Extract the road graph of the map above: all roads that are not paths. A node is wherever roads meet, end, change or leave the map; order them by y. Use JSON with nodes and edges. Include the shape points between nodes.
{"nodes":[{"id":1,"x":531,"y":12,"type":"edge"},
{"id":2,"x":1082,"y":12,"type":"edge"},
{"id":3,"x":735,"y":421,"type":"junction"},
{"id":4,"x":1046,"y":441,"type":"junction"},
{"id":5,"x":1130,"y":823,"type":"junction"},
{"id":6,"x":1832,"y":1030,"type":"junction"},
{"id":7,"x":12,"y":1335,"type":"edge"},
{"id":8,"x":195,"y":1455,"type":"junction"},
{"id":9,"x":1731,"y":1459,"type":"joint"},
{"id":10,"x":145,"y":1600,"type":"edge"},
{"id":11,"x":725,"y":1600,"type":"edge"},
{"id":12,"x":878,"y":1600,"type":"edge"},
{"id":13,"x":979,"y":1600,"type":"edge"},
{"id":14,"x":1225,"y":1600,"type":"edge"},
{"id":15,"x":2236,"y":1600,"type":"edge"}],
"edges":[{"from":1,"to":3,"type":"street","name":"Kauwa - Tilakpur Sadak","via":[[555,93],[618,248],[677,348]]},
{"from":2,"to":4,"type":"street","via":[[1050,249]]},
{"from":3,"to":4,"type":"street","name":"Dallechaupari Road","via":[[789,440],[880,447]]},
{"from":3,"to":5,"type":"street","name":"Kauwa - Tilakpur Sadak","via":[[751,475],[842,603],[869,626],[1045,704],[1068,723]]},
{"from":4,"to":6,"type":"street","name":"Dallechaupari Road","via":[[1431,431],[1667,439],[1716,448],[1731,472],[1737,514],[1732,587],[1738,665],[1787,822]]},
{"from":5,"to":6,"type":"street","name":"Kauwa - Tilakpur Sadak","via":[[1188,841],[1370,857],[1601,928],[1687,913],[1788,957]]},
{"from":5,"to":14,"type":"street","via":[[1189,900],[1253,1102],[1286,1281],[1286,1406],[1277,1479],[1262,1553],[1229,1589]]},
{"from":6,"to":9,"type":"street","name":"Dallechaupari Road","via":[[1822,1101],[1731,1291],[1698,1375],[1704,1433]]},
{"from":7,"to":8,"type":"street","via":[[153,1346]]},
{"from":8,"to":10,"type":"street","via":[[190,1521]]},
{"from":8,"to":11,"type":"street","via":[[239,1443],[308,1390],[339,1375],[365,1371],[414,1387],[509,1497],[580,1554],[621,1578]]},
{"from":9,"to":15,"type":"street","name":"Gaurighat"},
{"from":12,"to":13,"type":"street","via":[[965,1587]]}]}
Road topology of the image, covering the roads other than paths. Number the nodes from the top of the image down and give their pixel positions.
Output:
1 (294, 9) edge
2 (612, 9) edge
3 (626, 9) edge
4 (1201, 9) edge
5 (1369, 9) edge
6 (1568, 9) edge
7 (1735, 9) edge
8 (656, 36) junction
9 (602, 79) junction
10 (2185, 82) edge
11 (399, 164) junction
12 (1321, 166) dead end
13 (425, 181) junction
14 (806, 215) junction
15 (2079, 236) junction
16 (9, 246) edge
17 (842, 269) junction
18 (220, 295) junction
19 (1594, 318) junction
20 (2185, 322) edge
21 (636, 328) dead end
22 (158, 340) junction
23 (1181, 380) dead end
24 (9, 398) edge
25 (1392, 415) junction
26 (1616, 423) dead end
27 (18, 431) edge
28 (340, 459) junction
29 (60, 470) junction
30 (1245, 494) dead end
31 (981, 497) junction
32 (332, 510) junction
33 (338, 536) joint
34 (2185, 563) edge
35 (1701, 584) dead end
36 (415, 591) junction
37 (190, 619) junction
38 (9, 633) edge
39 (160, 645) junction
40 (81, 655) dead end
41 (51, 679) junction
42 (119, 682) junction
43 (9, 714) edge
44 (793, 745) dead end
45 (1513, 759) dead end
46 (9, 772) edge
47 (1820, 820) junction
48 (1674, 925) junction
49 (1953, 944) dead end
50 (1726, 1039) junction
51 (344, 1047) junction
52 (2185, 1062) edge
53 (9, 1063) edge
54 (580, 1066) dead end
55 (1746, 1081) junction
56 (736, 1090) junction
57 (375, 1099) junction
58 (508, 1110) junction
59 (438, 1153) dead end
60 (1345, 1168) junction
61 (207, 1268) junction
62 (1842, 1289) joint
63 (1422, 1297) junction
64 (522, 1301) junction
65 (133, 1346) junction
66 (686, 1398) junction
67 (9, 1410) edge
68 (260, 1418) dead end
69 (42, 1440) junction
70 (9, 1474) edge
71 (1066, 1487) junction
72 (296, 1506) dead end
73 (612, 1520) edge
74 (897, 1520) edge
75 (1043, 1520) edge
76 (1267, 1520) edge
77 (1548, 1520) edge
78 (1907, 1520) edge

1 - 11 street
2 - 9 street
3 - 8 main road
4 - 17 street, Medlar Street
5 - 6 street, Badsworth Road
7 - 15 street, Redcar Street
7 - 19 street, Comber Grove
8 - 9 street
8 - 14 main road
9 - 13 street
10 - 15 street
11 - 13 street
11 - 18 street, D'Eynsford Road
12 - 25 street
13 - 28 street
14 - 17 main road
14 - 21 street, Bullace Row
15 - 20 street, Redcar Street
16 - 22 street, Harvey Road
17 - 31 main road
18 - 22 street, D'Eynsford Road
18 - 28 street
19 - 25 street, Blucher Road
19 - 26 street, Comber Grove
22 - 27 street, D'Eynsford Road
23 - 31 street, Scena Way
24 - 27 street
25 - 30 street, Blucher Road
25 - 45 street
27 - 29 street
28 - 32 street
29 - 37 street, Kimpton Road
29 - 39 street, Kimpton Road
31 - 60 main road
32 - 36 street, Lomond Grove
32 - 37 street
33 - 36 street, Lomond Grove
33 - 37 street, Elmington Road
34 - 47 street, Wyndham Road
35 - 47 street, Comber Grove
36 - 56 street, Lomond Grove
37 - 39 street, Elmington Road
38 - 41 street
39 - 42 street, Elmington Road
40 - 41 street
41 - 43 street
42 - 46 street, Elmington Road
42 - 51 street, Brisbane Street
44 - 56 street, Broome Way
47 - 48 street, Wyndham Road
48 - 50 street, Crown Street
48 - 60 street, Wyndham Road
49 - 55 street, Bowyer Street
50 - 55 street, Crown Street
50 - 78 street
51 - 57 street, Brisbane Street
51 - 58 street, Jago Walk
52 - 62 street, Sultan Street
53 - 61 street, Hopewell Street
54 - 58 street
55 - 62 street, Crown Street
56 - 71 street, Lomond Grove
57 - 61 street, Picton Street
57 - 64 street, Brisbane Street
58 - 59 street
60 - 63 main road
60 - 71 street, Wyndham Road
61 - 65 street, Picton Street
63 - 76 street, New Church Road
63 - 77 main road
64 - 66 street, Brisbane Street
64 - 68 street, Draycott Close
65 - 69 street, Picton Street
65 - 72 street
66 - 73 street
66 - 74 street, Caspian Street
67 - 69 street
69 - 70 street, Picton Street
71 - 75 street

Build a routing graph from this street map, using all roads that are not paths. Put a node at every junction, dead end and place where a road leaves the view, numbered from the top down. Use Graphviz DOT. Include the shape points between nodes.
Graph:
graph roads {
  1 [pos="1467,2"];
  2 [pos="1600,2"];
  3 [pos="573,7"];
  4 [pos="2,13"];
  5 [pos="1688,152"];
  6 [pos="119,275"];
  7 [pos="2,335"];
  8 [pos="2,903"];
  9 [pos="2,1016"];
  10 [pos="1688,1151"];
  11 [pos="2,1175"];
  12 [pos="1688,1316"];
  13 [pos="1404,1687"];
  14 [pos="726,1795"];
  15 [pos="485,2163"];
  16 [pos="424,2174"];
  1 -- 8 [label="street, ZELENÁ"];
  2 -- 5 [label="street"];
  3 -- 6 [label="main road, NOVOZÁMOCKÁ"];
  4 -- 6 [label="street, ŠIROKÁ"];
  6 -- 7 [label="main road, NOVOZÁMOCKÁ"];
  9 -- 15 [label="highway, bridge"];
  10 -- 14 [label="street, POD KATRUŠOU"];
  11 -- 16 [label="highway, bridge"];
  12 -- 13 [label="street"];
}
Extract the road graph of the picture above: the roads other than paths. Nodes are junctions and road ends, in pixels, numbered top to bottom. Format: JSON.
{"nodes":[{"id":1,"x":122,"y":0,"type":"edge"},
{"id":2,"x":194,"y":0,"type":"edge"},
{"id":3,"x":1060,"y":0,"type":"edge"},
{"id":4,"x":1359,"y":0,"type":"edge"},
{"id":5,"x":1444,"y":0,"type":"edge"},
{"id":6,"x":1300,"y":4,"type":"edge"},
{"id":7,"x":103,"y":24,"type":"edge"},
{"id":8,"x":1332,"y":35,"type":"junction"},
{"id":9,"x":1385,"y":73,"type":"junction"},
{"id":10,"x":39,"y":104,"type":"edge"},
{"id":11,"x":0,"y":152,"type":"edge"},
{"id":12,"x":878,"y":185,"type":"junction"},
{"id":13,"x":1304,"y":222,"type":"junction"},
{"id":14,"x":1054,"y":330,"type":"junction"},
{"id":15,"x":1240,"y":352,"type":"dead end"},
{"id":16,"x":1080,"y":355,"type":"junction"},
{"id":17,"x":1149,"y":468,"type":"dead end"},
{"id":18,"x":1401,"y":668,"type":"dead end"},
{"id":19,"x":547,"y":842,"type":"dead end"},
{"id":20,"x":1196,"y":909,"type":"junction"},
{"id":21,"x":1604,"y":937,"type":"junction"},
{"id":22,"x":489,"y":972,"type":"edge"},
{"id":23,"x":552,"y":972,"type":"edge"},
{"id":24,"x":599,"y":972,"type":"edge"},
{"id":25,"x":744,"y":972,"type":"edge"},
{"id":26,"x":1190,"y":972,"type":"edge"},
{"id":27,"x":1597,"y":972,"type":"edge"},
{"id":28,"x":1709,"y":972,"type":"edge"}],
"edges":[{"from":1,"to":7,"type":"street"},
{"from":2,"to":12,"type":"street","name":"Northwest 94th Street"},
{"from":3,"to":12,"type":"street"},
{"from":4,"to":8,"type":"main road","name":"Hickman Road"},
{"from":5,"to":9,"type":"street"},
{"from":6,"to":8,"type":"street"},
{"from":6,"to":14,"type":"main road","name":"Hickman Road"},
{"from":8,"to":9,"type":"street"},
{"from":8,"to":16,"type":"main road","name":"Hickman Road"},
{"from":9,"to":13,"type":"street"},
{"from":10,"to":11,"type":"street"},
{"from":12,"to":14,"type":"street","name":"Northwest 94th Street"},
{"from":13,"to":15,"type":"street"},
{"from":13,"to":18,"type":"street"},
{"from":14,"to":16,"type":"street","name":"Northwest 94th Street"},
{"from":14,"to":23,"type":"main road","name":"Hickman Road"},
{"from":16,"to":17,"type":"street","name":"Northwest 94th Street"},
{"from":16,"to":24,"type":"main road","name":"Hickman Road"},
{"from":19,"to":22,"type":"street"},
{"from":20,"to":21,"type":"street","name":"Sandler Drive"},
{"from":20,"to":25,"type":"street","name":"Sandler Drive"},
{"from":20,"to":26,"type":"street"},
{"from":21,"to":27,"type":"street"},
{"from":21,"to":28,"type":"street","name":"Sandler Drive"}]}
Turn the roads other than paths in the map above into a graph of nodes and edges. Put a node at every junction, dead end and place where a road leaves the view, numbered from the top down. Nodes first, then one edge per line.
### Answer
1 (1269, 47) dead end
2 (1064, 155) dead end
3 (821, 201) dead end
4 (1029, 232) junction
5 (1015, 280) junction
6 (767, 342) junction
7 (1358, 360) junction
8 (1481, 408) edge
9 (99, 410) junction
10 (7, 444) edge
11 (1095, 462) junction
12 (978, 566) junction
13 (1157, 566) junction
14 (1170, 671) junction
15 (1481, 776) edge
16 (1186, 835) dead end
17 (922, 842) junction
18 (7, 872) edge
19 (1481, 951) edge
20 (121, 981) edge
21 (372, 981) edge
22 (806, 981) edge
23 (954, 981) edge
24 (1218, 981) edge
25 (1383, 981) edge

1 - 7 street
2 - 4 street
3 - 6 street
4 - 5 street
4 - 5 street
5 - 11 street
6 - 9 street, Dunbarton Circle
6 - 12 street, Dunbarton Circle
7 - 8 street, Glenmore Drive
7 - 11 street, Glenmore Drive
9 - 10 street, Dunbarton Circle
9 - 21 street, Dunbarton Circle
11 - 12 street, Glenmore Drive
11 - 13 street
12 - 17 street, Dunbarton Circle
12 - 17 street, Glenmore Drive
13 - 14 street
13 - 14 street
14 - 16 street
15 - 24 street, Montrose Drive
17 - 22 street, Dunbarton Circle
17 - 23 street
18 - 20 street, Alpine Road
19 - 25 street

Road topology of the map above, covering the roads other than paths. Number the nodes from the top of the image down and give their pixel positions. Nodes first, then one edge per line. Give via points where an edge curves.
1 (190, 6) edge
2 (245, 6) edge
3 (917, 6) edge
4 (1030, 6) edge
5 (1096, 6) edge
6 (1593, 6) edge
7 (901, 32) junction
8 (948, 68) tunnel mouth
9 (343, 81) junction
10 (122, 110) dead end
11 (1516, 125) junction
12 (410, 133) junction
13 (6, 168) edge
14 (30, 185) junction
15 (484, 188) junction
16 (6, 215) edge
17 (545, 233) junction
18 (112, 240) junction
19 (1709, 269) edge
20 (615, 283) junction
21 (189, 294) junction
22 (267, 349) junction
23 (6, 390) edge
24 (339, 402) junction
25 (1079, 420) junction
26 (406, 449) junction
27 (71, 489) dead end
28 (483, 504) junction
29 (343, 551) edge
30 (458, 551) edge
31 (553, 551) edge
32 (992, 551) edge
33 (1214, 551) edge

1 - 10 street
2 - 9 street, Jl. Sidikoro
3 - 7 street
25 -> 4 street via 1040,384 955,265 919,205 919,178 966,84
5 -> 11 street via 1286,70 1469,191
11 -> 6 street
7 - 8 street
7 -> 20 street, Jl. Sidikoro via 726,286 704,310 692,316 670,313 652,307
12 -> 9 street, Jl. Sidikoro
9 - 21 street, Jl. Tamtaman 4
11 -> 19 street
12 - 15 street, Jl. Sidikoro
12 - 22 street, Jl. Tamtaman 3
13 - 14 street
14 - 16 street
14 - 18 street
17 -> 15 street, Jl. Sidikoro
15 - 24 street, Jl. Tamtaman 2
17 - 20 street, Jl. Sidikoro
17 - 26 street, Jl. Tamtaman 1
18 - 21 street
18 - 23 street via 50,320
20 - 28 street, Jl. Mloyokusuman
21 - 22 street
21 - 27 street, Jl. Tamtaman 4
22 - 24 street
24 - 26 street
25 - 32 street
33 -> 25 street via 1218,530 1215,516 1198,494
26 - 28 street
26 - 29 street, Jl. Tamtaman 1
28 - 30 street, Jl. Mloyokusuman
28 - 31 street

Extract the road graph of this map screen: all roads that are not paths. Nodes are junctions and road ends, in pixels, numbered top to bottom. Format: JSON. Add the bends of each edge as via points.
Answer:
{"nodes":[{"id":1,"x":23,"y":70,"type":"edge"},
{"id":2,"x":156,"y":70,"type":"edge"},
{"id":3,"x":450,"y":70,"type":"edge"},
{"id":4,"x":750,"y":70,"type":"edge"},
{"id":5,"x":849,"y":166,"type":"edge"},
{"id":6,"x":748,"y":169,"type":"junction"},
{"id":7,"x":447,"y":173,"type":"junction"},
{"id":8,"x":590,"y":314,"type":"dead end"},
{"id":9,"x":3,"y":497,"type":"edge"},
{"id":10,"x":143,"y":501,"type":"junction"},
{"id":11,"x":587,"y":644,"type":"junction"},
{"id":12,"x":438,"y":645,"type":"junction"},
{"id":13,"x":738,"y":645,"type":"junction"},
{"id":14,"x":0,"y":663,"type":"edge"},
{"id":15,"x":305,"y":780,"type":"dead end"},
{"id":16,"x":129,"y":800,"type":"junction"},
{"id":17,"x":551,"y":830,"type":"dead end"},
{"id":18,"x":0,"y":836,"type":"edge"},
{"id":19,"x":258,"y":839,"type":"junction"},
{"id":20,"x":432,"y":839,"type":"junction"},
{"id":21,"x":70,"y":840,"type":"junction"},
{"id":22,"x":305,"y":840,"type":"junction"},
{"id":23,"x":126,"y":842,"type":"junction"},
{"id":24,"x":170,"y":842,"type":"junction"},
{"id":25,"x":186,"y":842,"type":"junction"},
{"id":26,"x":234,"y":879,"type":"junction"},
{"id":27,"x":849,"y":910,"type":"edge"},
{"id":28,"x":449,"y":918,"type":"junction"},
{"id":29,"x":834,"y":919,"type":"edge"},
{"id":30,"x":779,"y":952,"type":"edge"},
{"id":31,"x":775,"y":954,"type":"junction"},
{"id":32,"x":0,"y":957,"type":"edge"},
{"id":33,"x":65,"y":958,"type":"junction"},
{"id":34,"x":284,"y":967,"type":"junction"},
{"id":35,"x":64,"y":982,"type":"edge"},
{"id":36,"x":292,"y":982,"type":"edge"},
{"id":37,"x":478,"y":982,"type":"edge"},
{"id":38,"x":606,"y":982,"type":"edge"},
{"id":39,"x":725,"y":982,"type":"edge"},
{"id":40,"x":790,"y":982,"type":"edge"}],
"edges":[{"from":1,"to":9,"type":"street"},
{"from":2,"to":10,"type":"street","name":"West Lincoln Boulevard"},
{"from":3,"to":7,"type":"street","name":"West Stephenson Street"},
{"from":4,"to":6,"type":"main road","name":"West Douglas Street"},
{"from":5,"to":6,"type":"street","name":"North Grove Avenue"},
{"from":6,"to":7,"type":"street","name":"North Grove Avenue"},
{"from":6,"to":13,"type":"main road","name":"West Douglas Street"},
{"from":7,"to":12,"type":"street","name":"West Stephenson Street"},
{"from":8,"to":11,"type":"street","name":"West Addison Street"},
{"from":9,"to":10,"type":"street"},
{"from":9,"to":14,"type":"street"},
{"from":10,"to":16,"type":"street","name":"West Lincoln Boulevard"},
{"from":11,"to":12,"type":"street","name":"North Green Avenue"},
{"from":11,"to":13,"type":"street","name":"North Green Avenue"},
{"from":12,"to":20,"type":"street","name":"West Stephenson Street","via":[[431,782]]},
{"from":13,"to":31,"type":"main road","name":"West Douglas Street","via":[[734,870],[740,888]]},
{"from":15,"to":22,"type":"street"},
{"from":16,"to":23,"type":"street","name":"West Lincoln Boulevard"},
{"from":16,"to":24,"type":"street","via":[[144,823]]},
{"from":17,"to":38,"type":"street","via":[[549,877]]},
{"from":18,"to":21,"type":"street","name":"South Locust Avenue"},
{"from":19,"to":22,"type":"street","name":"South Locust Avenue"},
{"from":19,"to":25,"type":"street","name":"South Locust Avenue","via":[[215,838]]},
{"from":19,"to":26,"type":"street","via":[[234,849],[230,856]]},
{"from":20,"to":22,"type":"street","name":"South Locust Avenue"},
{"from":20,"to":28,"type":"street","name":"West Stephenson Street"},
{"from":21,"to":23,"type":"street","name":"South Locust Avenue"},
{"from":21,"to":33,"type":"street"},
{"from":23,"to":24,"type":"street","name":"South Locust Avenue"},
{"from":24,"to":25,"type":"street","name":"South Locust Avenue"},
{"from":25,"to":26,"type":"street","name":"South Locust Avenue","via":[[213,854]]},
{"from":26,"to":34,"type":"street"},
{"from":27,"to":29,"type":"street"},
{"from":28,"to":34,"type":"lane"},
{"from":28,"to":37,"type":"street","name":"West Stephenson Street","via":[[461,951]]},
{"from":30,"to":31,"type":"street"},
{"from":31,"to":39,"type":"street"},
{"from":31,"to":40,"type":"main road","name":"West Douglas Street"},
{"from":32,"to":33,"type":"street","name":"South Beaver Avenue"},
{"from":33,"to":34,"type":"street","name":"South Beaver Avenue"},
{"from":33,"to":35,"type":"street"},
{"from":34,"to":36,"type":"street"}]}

◆ Task statement
Go line by line through the data and copy any that contain "Brisbane".

◆ Output
42 - 51 street, Brisbane Street
51 - 57 street, Brisbane Street
57 - 64 street, Brisbane Street
64 - 66 street, Brisbane Street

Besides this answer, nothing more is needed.